…。」
「いいですわ。」と喜代子は不機嫌そうに答えた。「あたし菜の花の畑を表現してみるつもりなんだから。」
「表現はよかったね。」
 だが中野さんの調子は、少しも皮肉ではなく嬉しそうだった。
「ええ、表現するのよ。」と喜代子は平然と云ってのけた。「暖くなったらあたし、菜の花ばかり咲いてるところに行ってみるつもりなの。」
「そんなところがあったかな、東京の近くに……。」
 それきり喜代子は黙り込んで、どうにか菜の花を生けてしまった。
 その室咲きの余り匂わない菜の花を見い見い、中野さんは大きな紫檀の机に向って、いい気持で、調べ物の続きをやりだした。
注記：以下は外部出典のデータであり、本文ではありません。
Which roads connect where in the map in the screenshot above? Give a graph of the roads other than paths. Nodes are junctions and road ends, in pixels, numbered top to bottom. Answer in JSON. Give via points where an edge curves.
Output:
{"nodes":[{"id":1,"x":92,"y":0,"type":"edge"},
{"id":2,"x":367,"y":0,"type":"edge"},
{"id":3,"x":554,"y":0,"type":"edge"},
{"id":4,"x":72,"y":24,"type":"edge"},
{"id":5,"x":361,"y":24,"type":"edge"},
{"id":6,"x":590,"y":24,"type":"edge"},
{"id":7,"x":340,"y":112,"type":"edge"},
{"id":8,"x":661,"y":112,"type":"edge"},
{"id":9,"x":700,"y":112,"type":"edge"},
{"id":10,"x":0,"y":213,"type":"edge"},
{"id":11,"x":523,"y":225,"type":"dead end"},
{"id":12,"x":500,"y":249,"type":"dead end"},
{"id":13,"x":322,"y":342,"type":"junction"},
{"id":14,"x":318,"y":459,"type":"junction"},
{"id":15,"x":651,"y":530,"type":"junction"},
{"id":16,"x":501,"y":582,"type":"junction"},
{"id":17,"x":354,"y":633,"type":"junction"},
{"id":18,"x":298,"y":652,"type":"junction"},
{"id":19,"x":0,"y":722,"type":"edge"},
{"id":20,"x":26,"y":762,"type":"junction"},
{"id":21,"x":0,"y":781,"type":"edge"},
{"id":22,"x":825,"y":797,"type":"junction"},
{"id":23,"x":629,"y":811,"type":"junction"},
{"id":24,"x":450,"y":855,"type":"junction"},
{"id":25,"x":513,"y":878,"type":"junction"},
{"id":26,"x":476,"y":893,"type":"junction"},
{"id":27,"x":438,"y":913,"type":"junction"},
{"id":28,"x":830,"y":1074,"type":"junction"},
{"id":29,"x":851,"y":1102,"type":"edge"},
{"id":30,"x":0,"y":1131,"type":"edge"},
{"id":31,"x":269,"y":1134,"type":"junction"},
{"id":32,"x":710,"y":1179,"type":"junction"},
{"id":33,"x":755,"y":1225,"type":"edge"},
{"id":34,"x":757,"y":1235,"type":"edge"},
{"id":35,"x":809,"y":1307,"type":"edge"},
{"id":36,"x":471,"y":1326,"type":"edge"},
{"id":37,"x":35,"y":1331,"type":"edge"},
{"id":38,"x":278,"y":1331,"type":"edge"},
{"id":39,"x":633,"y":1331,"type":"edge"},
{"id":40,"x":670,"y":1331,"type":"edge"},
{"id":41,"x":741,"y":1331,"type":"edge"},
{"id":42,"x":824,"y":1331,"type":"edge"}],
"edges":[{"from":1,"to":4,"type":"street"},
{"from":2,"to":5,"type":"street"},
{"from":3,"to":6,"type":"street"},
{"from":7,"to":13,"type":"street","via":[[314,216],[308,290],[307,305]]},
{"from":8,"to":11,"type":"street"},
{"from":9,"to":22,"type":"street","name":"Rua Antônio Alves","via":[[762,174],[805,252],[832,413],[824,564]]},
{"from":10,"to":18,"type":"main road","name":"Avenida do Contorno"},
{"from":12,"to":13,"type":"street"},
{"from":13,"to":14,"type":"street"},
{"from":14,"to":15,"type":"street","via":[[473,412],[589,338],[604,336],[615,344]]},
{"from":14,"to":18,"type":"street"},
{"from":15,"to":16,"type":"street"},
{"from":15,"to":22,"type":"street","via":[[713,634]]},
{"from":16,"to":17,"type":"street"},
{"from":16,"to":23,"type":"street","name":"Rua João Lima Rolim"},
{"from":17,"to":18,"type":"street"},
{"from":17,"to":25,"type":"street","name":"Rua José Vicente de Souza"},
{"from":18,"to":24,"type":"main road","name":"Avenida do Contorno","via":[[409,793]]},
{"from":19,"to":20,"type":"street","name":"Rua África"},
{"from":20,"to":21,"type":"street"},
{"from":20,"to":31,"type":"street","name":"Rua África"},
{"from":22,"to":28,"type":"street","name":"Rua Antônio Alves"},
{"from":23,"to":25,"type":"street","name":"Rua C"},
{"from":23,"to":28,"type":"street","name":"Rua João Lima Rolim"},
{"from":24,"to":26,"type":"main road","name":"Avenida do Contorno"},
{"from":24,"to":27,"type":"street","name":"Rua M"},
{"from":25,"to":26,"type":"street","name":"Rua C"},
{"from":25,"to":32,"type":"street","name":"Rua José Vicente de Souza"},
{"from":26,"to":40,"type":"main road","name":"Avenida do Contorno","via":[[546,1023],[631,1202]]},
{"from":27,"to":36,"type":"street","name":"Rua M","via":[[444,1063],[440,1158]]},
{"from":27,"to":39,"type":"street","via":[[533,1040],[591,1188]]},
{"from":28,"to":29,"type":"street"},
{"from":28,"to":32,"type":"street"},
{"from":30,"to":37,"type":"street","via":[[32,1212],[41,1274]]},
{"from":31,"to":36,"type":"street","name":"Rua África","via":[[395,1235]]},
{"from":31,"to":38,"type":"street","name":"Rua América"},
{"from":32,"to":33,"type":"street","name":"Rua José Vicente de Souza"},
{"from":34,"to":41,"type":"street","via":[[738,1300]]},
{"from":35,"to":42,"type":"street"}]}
 喜代子は向うの室で、小学校に通ってる末の子供達の相手になって、その試験準備をみてやっていたが、暫くすると、勉強の方はそっちのけにして、皆できゃっきゃっと遊び初めた。年上の方の娘までそれに加った。騒々しい笑い声の間々に、喜代子の澄んだ朗かな声が高く響いた。
 中野さんは調べ物に気がはいらなくなって、日向の縁側に出て、ぼんやり庭の方を見ていた。植込の落葉樹の芽がふくらんで、地面は湿気を帯びて黒々としていた。
 そこにひょっこり喜代子が出て来た。